Recursive PTR query behavior
barmar at alum.mit.edu
Sat Feb 25 17:39:25 UTC 2006
In article <dtn0cj$1tu0$1 at sf1.isc.org>,
Nobumichi Ozoe <Nobumichi.Ozoe at jp.yokogawa.com> wrote:
> Mark Andrews wrote:
> >>However, when query type is A, Server 1 doesn't go back up to the root
> >>DNS Server1 believes the glue records from the previouse response from
> >>Why is the behavior of the DNS server1 different from query type A and PTR?
> > It's not. A.EXAMPLE.ORG != 10.1.168.192.IN-ADDR.ARPA.
> > For the A.EXAMPLE.ORG query each of the referrals the nameservers are
> > below the referral point.
> > For 10.1.168.192.IN-ADDR.ARPA only the first referral was below the
> > parent zone (.) as viewed from the interative resolver.
> > Mark
> Because authority name gradually becomes closer to the answer,
> I thought that the server believes it.
> Otherwise, a lot of query are sent to root or parent server.
> I think that these behavior happens for E164.ARPA, IP6.ARPA and other domains
> Which RFC defines these behavior? Could you teach me?
I don't think it's in any RFC, it's just a design to prevent cache
poisoning. Why would you expect the server for something.ARPA to be a
valid source of information about something.ORG?

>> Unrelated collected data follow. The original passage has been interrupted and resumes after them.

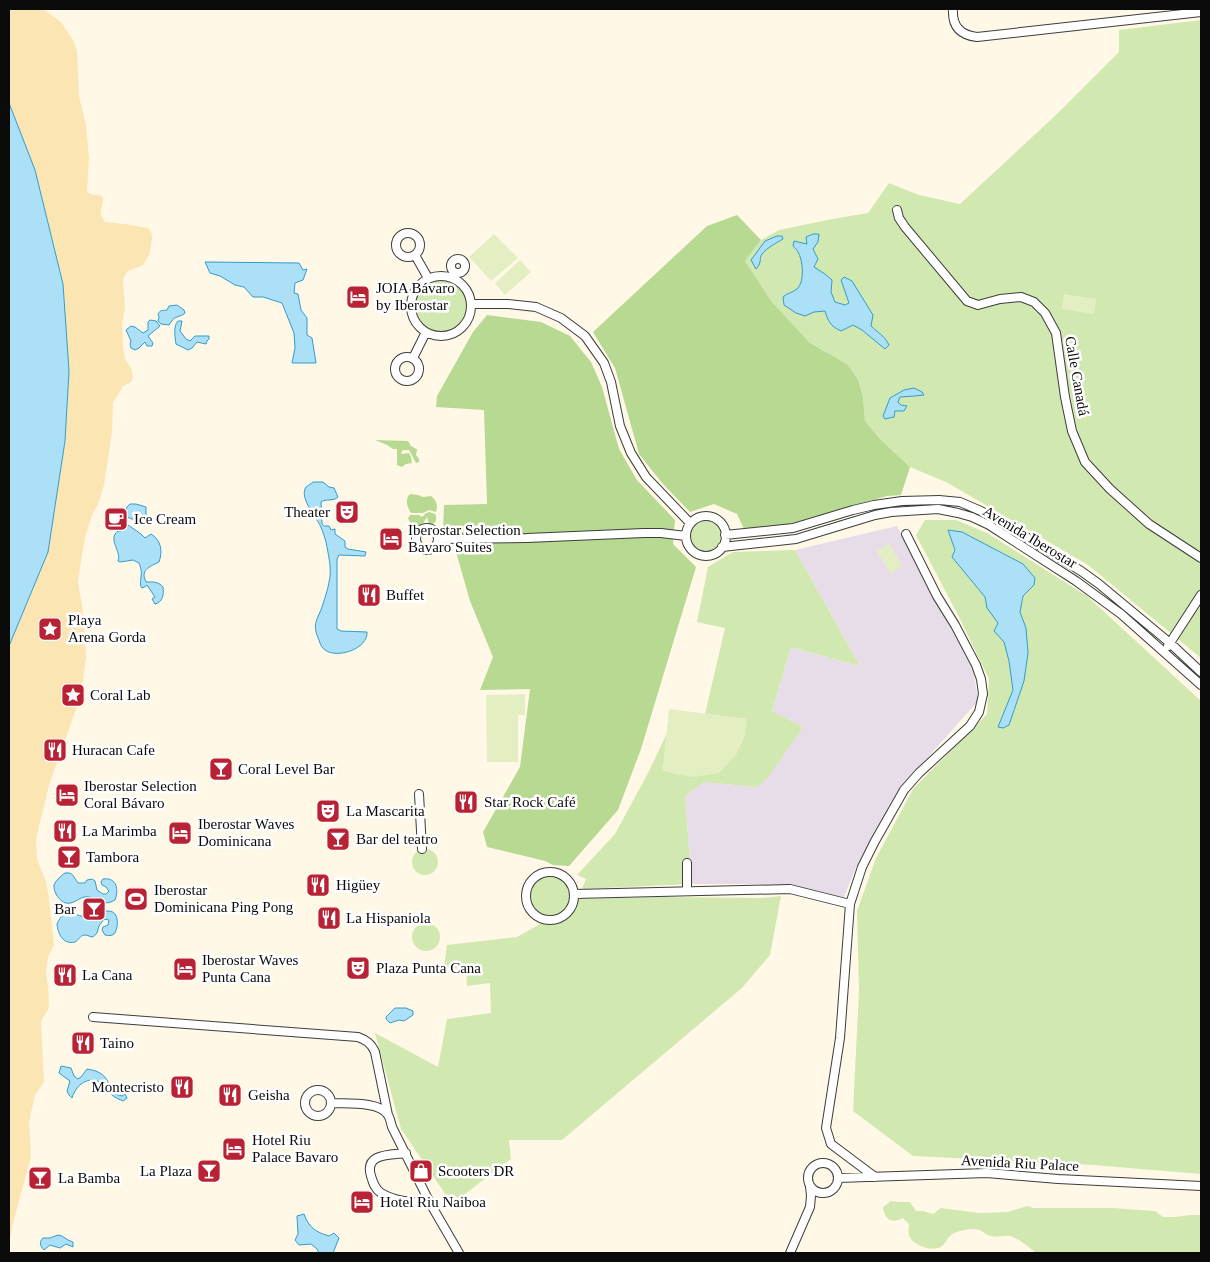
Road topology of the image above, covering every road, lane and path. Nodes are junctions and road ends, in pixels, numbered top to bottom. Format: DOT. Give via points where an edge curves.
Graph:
graph roads {
  1 [pos="952,9"];
  2 [pos="1201,12"];
  3 [pos="898,210"];
  4 [pos="415,255"];
  5 [pos="428,278"];
  6 [pos="472,304"];
  7 [pos="426,332"];
  8 [pos="412,358"];
  9 [pos="690,523"];
  10 [pos="906,534"];
  11 [pos="725,535"];
  12 [pos="686,536"];
  13 [pos="438,539"];
  14 [pos="722,547"];
  15 [pos="1201,558"];
  16 [pos="1201,595"];
  17 [pos="1170,643"];
  18 [pos="1164,652"];
  19 [pos="1201,672"];
  20 [pos="1201,685"];
  21 [pos="419,794"];
  22 [pos="422,848"];
  23 [pos="687,863"];
  24 [pos="687,891"];
  25 [pos="574,894"];
  26 [pos="850,904"];
  27 [pos="93,1017"];
  28 [pos="331,1103"];
  29 [pos="388,1115"];
  30 [pos="406,1153"];
  31 [pos="875,1177"];
  32 [pos="838,1178"];
  33 [pos="810,1186"];
  34 [pos="1201,1186"];
  35 [pos="827,1192"];
  36 [pos="430,1203"];
  37 [pos="810,1207"];
  38 [pos="459,1253"];
  39 [pos="790,1253"];
  1 -- 2 [label="street" via="960,31 977,37"];
  3 -- 15 [label="street, Calle Canadá" via="905,227 967,301 978,305 1021,297 1034,302 1045,313 1056,333 1072,431 1085,462 1149,524"];
  4 -- 5 [label="street"];
  5 -- 6 [label="street" via="454,275 467,290"];
  5 -- 7 [label="street" via="416,287 410,306 412,317"];
  6 -- 7 [label="street" via="469,318 456,333 435,336"];
  6 -- 9 [label="street" via="536,307 561,318 585,336 604,363 620,426 631,453 646,477"];
  7 -- 8 [label="street"];
  9 -- 11 [label="street" via="702,517 715,519"];
  9 -- 12 [label="street"];
  10 -- 26 [label="street" via="976,665 983,694 979,712 970,726 904,790 862,867"];
  11 -- 14 [label="street"];
  11 -- 17 [label="street, Avenida Iberostar" via="793,528 853,510 902,501 960,502 1015,530 1081,571"];
  12 -- 13 [label="street" via="653,533"];
  12 -- 14 [label="street" via="689,548 700,555 712,555"];
  14 -- 18 [label="street, Avenida Iberostar" via="796,539 891,512 938,509 958,513 989,525 1076,581 1121,614"];
  16 -- 17 [label="street"];
  17 -- 18 [label="street"];
  17 -- 19 [label="street, Avenida Iberostar"];
  18 -- 20 [label="street, Avenida Iberostar"];
  21 -- 22 [label="street"];
  23 -- 24 [label="street"];
  24 -- 25 [label="street"];
  24 -- 26 [label="street" via="790,889"];
  25 -- 25 [label="street" via="566,878 546,872 533,878 528,885 526,901 541,919 555,920 571,908"];
  26 -- 31 [label="street" via="840,1038 826,1128 831,1144"];
  27 -- 29 [label="street" via="358,1037 367,1041 375,1052"];
  28 -- 29 [label="street" via="374,1105"];
  29 -- 30 [label="street"];
  30 -- 36 [label="street"];
  30 -- 36 [label="street" via="373,1160 370,1173 376,1189 401,1201"];
  31 -- 32 [label="street, Avenida Riu Palace"];
  31 -- 34 [label="street, Avenida Riu Palace" via="987,1173"];
  32 -- 33 [label="street" via="831,1165 817,1164 810,1171"];
  32 -- 35 [label="street" via="835,1187"];
  33 -- 35 [label="street" via="818,1192"];
  33 -- 37 [label="street"];
  35 -- 37 [label="street"];
  36 -- 38 [label="street"];
  37 -- 39 [label="street"];
}
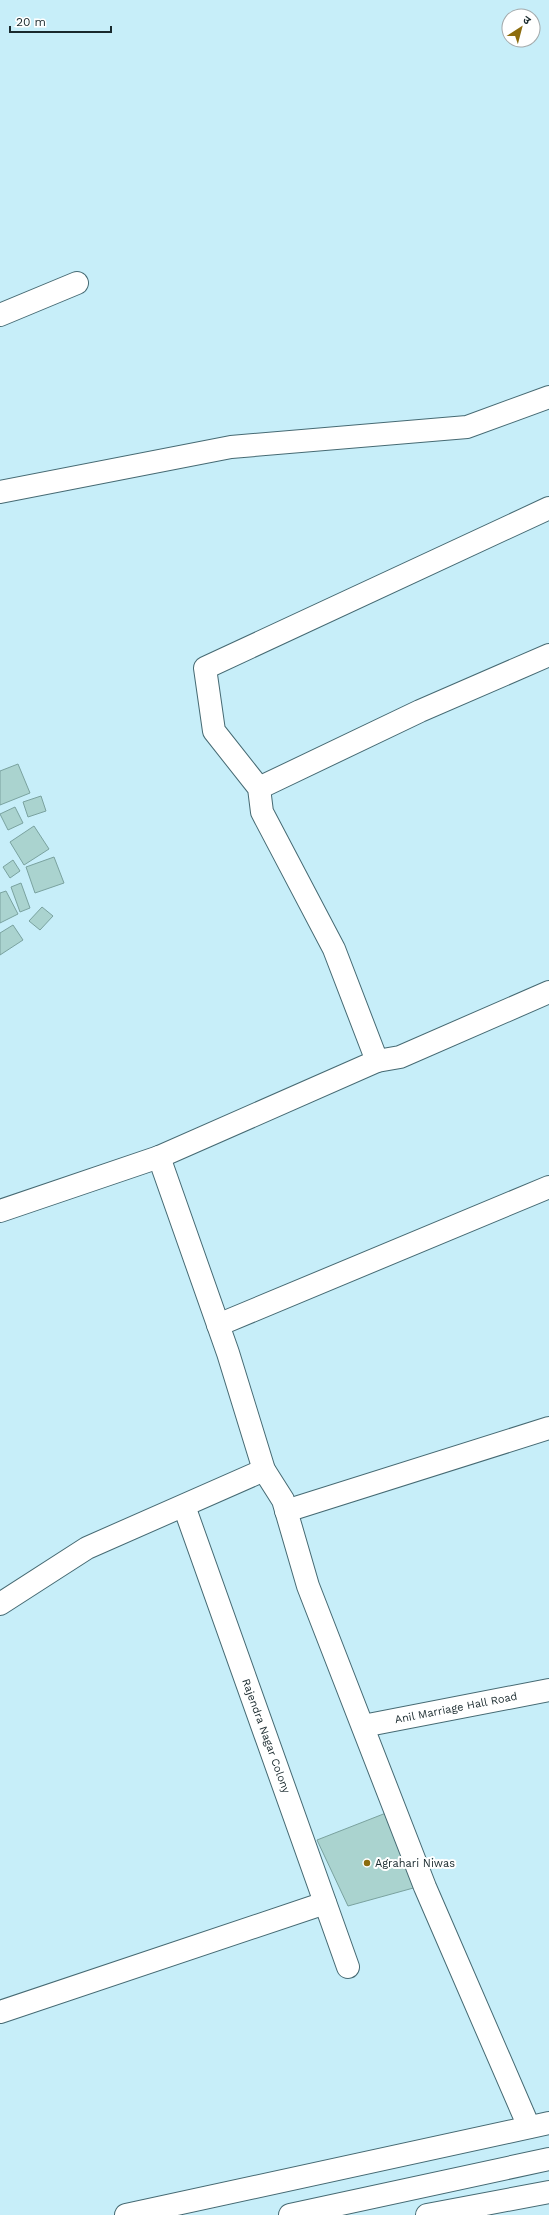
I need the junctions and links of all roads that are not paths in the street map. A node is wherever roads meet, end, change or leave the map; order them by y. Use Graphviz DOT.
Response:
graph roads {
  1 [pos="77,283"];
  2 [pos="0,315"];
  3 [pos="549,397"];
  4 [pos="0,492"];
  5 [pos="549,508"];
  6 [pos="549,655"];
  7 [pos="259,788"];
  8 [pos="549,992"];
  9 [pos="377,1060"];
  10 [pos="159,1157"];
  11 [pos="549,1187"];
  12 [pos="0,1211"];
  13 [pos="218,1325"];
  14 [pos="549,1428"];
  15 [pos="264,1470"];
  16 [pos="184,1506"];
  17 [pos="286,1511"];
  18 [pos="0,1604"];
  19 [pos="549,1690"];
  20 [pos="363,1726"];
  21 [pos="325,1903"];
  22 [pos="348,1967"];
  23 [pos="0,2012"];
  24 [pos="539,2125"];
  25 [pos="549,2160"];
  26 [pos="549,2192"];
  27 [pos="126,2215"];
  28 [pos="290,2215"];
  29 [pos="427,2215"];
  1 -- 2 [label="main road"];
  3 -- 4 [label="main road"];
  5 -- 7 [label="main road"];
  6 -- 7 [label="main road"];
  7 -- 9 [label="main road"];
  8 -- 9 [label="main road"];
  9 -- 10 [label="main road"];
  10 -- 12 [label="main road"];
  10 -- 13 [label="main road"];
  11 -- 13 [label="main road"];
  13 -- 15 [label="main road"];
  14 -- 17 [label="main road"];
  15 -- 16 [label="main road"];
  15 -- 17 [label="main road"];
  16 -- 18 [label="main road"];
  16 -- 21 [label="main road, Rajendra Nagar Colony"];
  17 -- 20 [label="main road"];
  19 -- 20 [label="main road, Anil Marriage Hall Road"];
  20 -- 24 [label="main road"];
  21 -- 22 [label="main road, Rajendra Nagar Colony"];
  21 -- 23 [label="main road"];
  24 -- 27 [label="main road"];
  25 -- 28 [label="main road"];
  26 -- 29 [label="main road"];
}
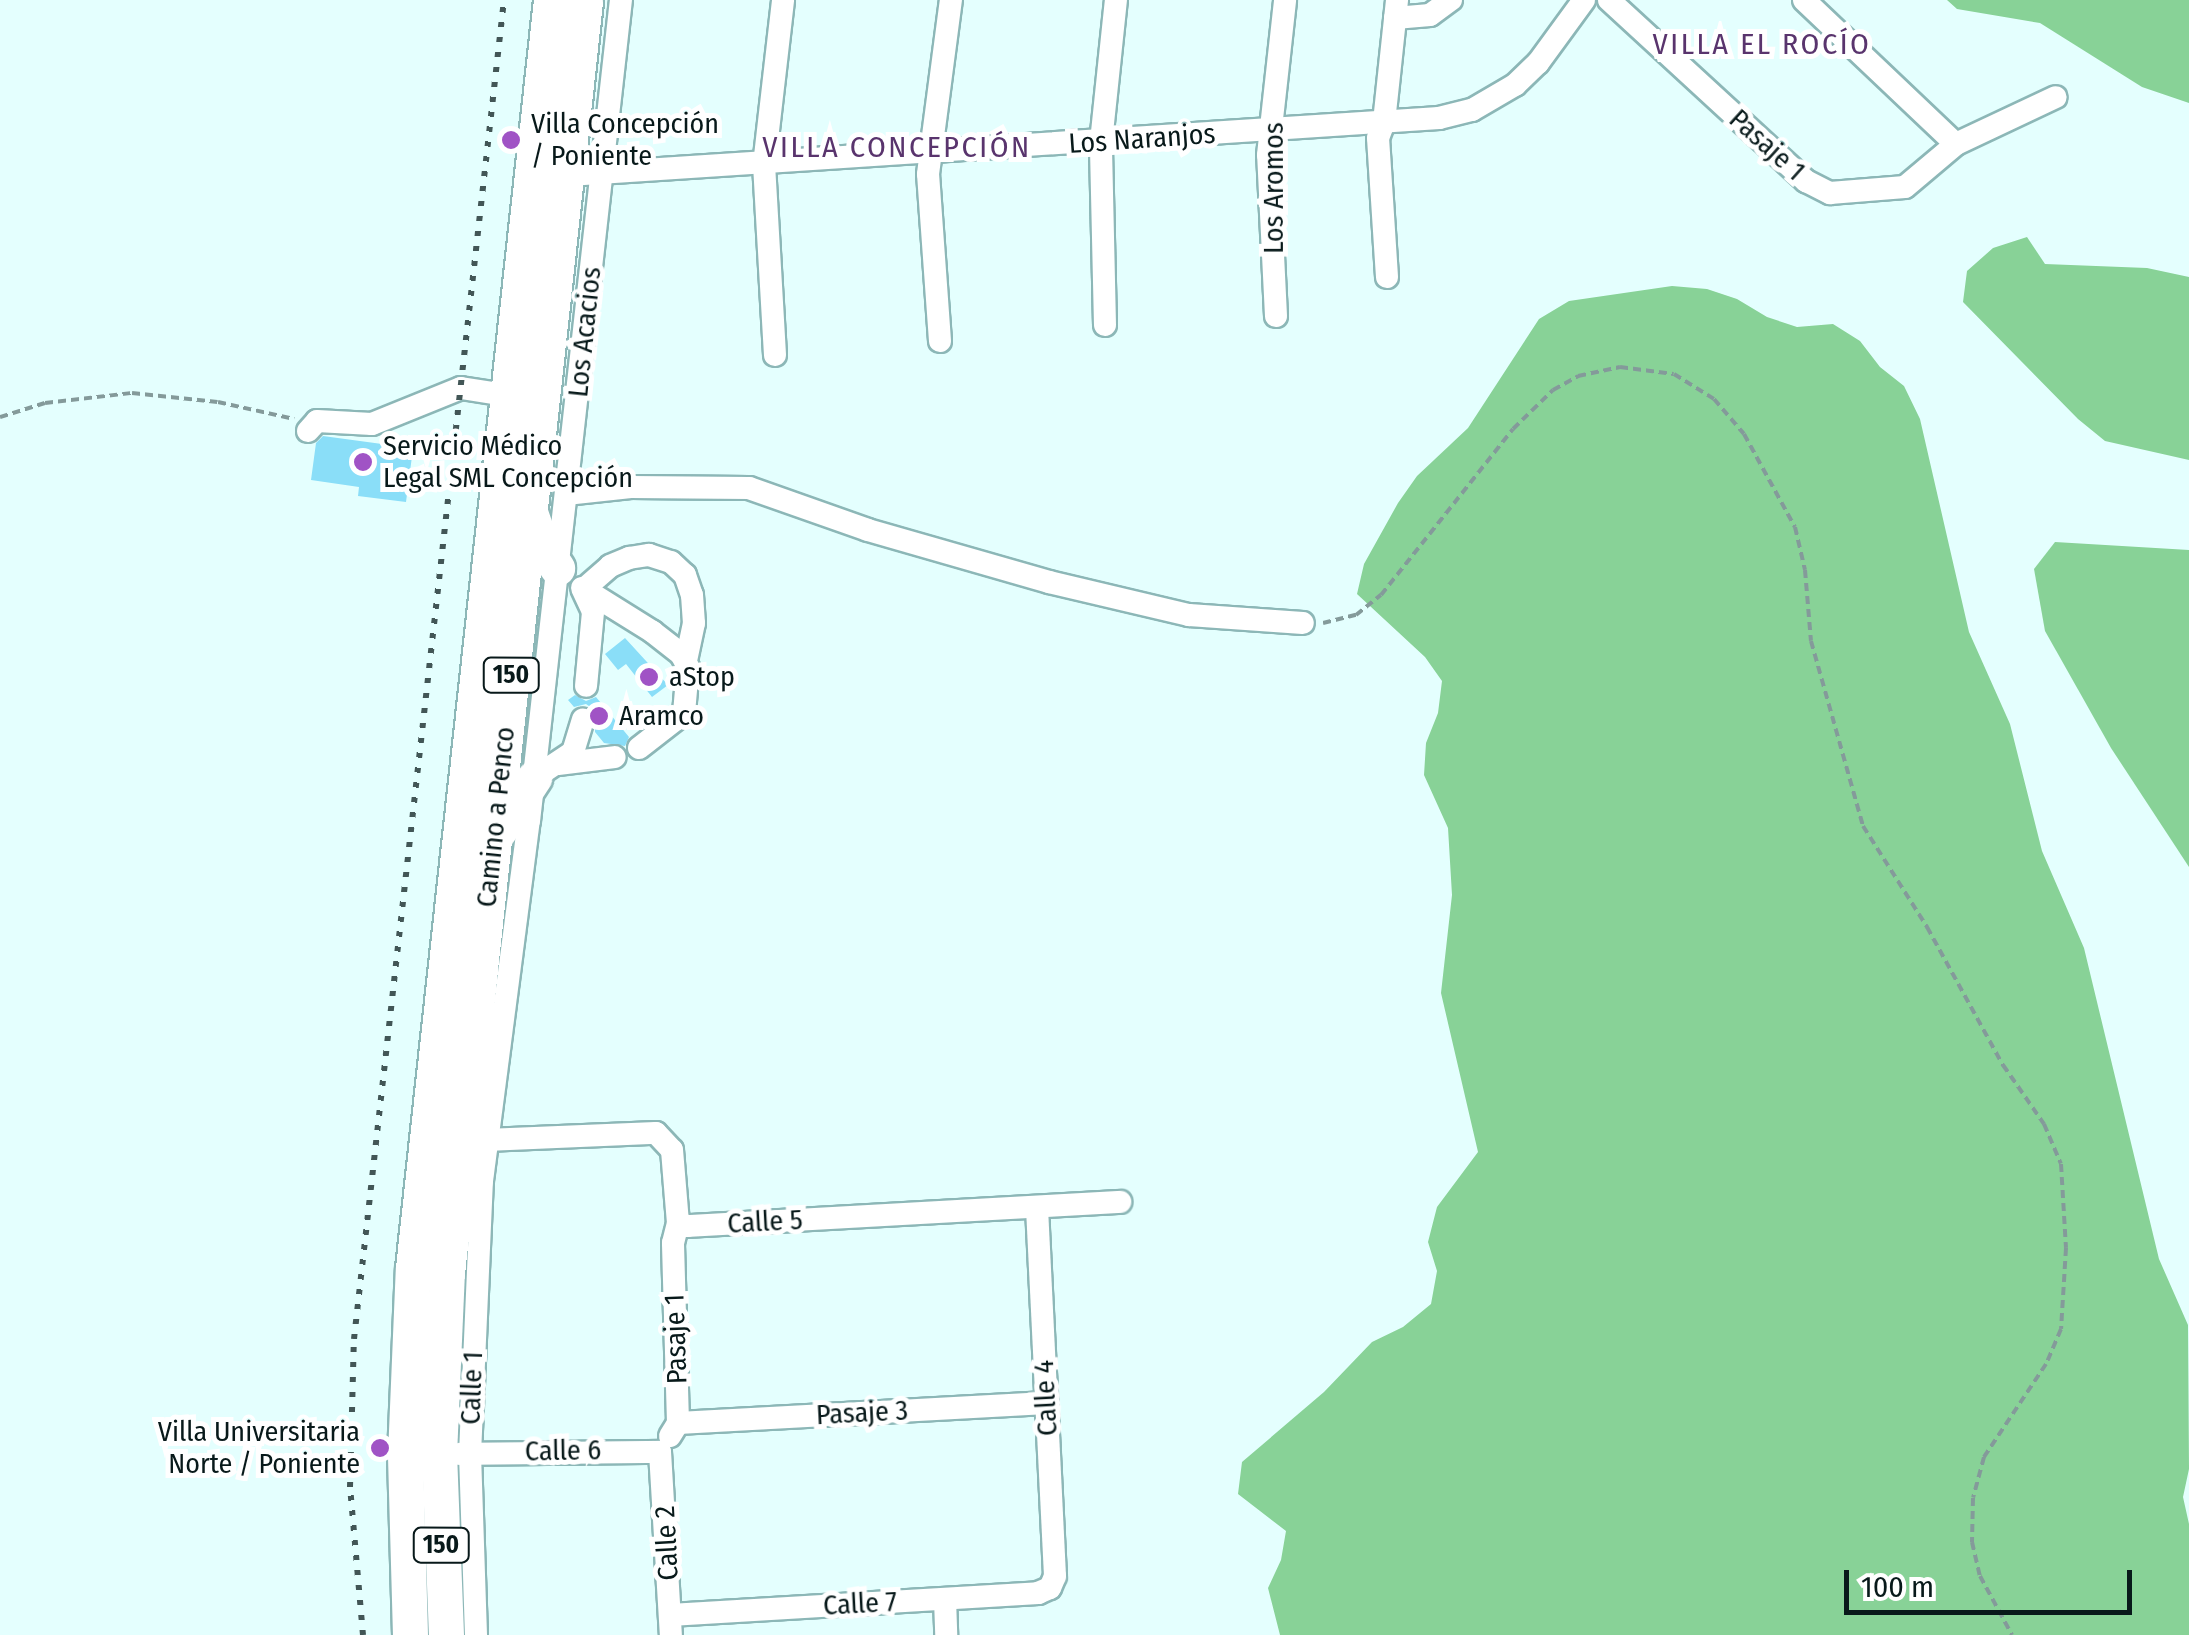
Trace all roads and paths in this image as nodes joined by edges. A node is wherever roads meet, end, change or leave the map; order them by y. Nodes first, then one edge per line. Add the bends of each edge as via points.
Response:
1 (551, 0) edge
2 (585, 0) edge
3 (621, 0) edge
4 (783, 0) edge
5 (951, 0) edge
6 (1116, 0) edge
7 (1284, 0) edge
8 (1451, 0) edge
9 (1584, 0) edge
10 (1609, 0) edge
11 (1804, 0) edge
12 (1396, 9) edge
13 (2056, 96) dead end
14 (1384, 122) junction
15 (1271, 130) junction
16 (1102, 142) junction
17 (1956, 144) junction
18 (930, 154) junction
19 (764, 165) junction
20 (549, 176) junction
21 (602, 176) junction
22 (1387, 277) dead end
23 (1276, 316) dead end
24 (1105, 325) dead end
25 (940, 340) dead end
26 (774, 354) dead end
27 (506, 395) junction
28 (0, 417) edge
29 (310, 427) joint
30 (566, 494) junction
31 (530, 504) junction
32 (570, 579) junction
33 (1303, 623) joint
34 (686, 660) junction
35 (586, 686) dead end
36 (583, 719) dead end
37 (639, 748) dead end
38 (615, 757) dead end
39 (545, 771) junction
40 (492, 845) junction
41 (486, 1140) junction
42 (1120, 1202) dead end
43 (1037, 1207) junction
44 (678, 1222) junction
45 (1046, 1403) junction
46 (678, 1423) junction
47 (660, 1452) junction
48 (438, 1454) junction
49 (1050, 1588) joint
50 (945, 1599) junction
51 (670, 1625) edge
52 (410, 1635) edge
53 (446, 1635) edge
54 (476, 1635) edge
55 (946, 1635) edge
56 (2012, 1635) edge

1 - 20 highway, Camino a Penco / 150
2 - 20 highway, Camino a Penco / 150
3 - 21 street, Los Acacios
4 - 19 street
5 - 18 street
6 - 16 street
7 - 15 street, Los Aromos
8 - 12 street via 1430,15
9 - 14 street, Los Naranjos via 1538,63 1502,95 1456,115
10 - 17 street, Pasaje 1 via 1820,190 1898,189
11 - 17 street
12 - 14 street
13 - 17 street, Pasaje 1
14 - 15 street, Los Naranjos
14 - 22 street via 1378,138
15 - 16 street, Los Naranjos
15 - 23 street, Los Aromos
16 - 18 street, Los Naranjos
16 - 24 street
18 - 19 street, Los Naranjos
18 - 25 street
19 - 21 street, Los Naranjos
19 - 26 street
20 - 21 street, Los Naranjos
20 - 27 highway, Camino a Penco / 150
20 - 31 highway, Camino a Penco / 150
21 - 30 street, Los Acacios
27 - 29 street via 461,388 372,424
27 - 48 highway, Camino a Penco / 150 via 408,1343
28 - 29 path via 45,403 132,393 218,402
30 - 32 street, Los Acacios
30 - 33 street via 632,486 750,488 868,530 1084,590 1189,615
31 - 32 highway via 541,544
31 - 40 highway, Camino a Penco / 150
32 - 34 street
32 - 34 street via 629,558 671,562 692,595
32 - 35 street via 593,612
32 - 39 street, Los Acacios
33 - 56 path via 1345,620 1381,595 1513,429 1578,376 1620,367 1674,374 1714,398 1744,434 1795,526 1811,641 1864,826 2044,1124 2061,1164 2061,1328 2046,1364 1984,1457 1972,1498 1980,1576
34 - 37 street via 684,712
36 - 39 street via 578,745
38 - 39 street
39 - 40 highway
39 - 41 street, Los Acacios
40 - 48 highway, Camino a Penco / 150 via 446,1273
41 - 44 street via 656,1133 672,1150
41 - 48 street, Calle 1 via 477,1255
42 - 43 street, Calle 5
43 - 44 street, Calle 5
43 - 45 street, Calle 4
44 - 46 street, Pasaje 1
45 - 46 street, Pasaje 3
45 - 49 street, Calle 4
46 - 47 street, Pasaje 1
47 - 48 street, Calle 6
47 - 51 street, Calle 2
48 - 52 highway, Camino a Penco / 150
48 - 53 highway, Camino a Penco / 150
48 - 54 street, Calle 1
49 - 50 street, Calle 7
50 - 51 street, Calle 7
50 - 55 street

Early DNS implementations accepted and cached any additional information
that was included in a response. While this can reduce the number of
queries, it also opened the door to lots of misbehavior. You would look
up www.badguy.com, and the response would include NS records for .com or
google.com pointing to THEIR nameservers, and this would allow them to
redirect your future lookups to their server and hijack web sites.